◆ DATASET EXCERPTS ◆
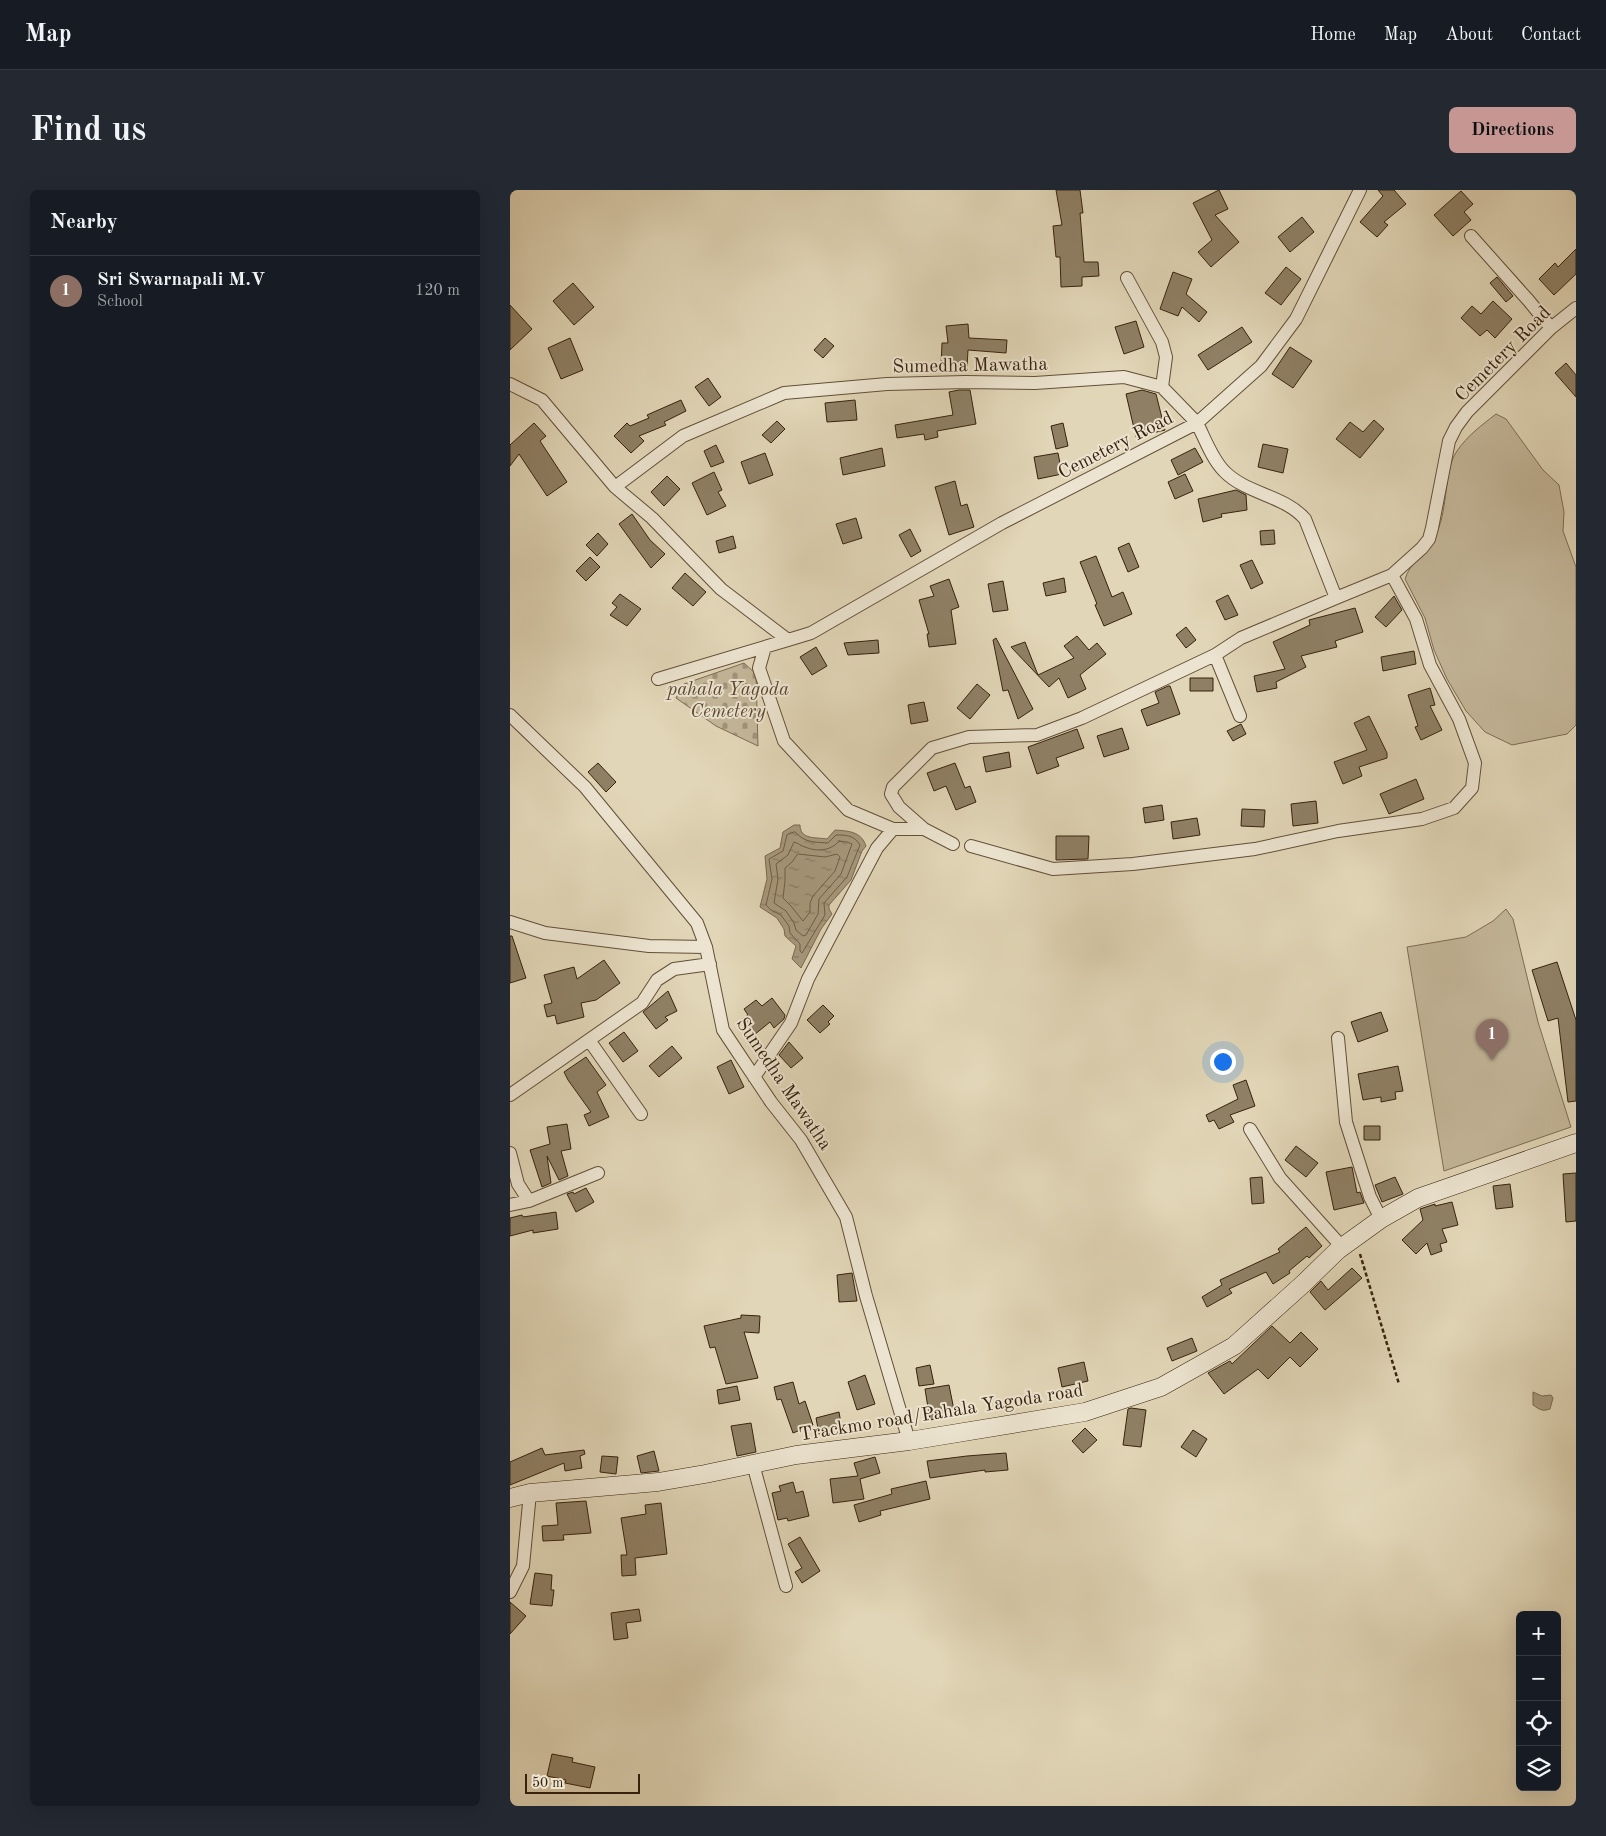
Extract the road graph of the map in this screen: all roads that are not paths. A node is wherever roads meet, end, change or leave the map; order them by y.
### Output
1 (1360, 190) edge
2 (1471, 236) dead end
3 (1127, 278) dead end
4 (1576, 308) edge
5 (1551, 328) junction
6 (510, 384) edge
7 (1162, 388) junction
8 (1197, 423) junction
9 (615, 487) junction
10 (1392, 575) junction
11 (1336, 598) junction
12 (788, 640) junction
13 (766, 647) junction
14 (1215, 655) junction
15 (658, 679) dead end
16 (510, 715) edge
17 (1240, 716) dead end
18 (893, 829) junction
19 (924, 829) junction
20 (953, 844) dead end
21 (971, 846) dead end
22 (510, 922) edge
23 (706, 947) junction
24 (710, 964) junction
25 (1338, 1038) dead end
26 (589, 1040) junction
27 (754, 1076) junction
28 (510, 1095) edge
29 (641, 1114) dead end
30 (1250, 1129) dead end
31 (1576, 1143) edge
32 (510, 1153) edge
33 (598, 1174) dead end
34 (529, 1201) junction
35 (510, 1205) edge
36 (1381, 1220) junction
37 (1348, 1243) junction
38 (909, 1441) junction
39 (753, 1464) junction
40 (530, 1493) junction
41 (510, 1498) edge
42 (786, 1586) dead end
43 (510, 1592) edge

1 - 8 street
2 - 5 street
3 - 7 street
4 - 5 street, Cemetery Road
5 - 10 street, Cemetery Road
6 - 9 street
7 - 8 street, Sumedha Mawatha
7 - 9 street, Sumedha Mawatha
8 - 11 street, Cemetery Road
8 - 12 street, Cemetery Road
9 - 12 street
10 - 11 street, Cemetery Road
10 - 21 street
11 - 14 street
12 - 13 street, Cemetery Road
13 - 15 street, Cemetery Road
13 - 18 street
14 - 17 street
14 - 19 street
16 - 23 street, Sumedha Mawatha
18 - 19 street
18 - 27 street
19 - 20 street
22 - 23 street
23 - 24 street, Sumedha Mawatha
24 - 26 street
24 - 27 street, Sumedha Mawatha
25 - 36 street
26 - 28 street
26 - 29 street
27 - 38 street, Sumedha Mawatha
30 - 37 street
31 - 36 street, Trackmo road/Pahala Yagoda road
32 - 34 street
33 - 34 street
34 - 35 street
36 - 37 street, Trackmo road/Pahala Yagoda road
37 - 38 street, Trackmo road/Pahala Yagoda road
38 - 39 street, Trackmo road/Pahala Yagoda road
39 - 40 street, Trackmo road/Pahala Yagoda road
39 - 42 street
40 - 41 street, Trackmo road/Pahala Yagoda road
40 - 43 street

==

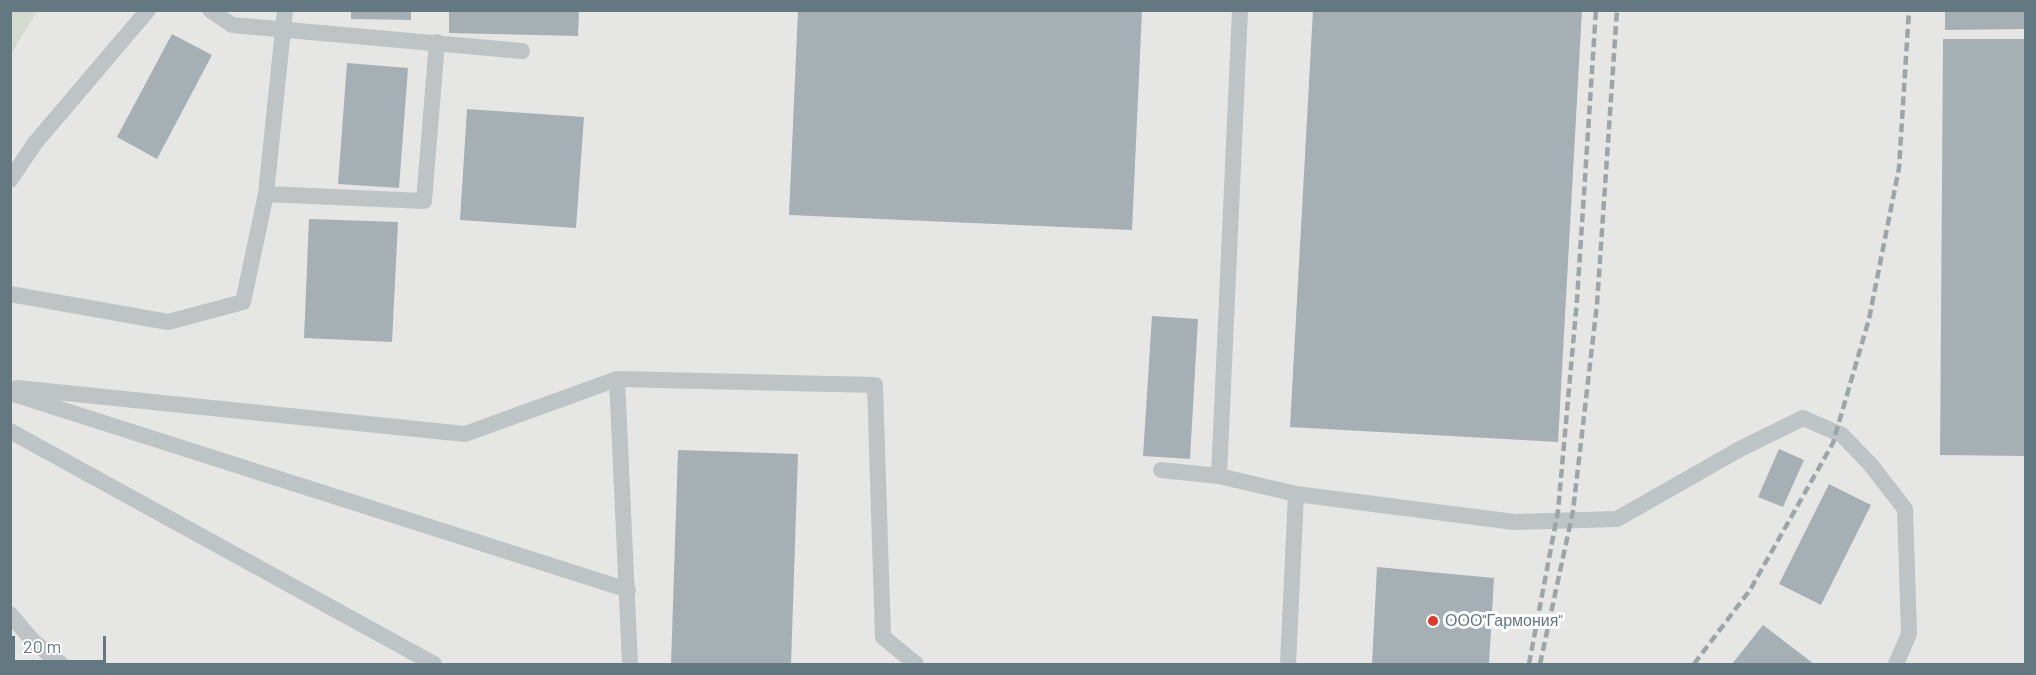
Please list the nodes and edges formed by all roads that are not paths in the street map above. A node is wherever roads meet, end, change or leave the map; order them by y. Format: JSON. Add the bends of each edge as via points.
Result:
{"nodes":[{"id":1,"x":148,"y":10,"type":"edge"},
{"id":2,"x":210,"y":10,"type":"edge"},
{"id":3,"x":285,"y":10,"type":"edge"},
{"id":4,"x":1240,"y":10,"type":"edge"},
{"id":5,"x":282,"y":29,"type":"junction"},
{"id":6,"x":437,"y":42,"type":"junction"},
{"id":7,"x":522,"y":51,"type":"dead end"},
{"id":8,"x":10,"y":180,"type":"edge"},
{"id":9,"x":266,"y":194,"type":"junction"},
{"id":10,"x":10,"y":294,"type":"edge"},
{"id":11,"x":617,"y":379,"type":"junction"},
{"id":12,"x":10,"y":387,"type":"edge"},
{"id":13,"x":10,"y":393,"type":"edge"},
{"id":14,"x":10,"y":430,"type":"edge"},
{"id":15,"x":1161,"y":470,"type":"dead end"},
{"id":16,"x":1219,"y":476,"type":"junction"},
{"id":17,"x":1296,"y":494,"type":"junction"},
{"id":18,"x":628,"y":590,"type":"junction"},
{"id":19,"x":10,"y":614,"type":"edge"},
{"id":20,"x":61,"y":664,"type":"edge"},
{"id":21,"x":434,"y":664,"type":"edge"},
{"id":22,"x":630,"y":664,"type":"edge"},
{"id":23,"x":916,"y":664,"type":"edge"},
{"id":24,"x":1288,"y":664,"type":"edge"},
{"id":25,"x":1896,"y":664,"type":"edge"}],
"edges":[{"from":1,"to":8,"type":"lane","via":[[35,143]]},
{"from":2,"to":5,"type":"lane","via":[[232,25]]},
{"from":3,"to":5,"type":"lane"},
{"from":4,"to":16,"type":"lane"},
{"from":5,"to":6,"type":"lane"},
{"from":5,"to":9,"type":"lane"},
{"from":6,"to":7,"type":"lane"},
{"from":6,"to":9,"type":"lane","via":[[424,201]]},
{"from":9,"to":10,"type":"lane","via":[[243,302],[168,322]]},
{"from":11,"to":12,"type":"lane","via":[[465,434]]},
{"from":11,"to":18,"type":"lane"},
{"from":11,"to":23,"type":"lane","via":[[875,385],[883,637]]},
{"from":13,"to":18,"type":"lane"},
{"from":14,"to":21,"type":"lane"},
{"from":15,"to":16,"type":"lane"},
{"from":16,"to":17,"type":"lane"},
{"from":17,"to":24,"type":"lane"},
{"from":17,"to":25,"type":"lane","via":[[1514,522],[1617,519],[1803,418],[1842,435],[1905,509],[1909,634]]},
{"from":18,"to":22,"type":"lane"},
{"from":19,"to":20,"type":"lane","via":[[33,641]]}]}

--

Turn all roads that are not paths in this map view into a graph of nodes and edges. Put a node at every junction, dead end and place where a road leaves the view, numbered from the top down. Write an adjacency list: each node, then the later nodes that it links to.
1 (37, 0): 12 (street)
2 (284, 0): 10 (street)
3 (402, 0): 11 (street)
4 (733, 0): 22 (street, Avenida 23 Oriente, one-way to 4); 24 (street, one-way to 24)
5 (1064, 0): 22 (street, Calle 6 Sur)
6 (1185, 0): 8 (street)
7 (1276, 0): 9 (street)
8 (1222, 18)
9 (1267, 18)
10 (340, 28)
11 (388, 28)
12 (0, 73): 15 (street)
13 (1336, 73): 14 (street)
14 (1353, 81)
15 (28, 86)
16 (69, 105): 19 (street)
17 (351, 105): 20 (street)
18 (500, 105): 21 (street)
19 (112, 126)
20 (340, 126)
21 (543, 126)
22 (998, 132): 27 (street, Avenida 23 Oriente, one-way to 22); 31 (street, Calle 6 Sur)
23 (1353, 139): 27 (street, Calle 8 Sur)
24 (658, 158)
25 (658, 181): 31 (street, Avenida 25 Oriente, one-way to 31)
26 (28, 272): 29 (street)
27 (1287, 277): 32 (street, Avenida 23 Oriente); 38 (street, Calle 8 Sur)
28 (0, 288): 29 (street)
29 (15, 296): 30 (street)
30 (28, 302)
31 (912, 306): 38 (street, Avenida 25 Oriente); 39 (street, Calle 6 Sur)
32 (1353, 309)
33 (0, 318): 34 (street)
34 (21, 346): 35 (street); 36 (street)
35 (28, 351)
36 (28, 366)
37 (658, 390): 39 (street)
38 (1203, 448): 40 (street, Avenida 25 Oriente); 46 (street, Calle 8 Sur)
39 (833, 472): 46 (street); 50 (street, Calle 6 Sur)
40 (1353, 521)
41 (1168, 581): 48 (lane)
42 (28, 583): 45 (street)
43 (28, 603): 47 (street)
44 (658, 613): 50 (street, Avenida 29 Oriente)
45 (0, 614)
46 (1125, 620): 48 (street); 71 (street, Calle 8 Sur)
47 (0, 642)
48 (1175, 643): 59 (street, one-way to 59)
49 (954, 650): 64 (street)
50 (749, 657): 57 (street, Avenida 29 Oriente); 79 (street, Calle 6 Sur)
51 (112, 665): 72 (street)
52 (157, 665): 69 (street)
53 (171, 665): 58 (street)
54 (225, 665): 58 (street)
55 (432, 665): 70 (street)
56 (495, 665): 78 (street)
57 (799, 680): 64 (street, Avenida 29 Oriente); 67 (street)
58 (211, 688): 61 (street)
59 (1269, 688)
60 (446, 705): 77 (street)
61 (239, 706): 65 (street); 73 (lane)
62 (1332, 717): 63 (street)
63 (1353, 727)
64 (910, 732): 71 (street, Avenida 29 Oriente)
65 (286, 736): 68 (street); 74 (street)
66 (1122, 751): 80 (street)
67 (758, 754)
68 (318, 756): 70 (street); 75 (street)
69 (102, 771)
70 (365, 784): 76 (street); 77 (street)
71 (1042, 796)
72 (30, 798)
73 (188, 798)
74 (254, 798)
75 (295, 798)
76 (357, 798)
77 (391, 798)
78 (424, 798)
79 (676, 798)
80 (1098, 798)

◆ INSTRUCTIONS TO FOLLOW ◆
If a line of the entries contains "roads", it counts; say how many such lines there are and give only the number.

◆ RESPONSE AREA ◆
3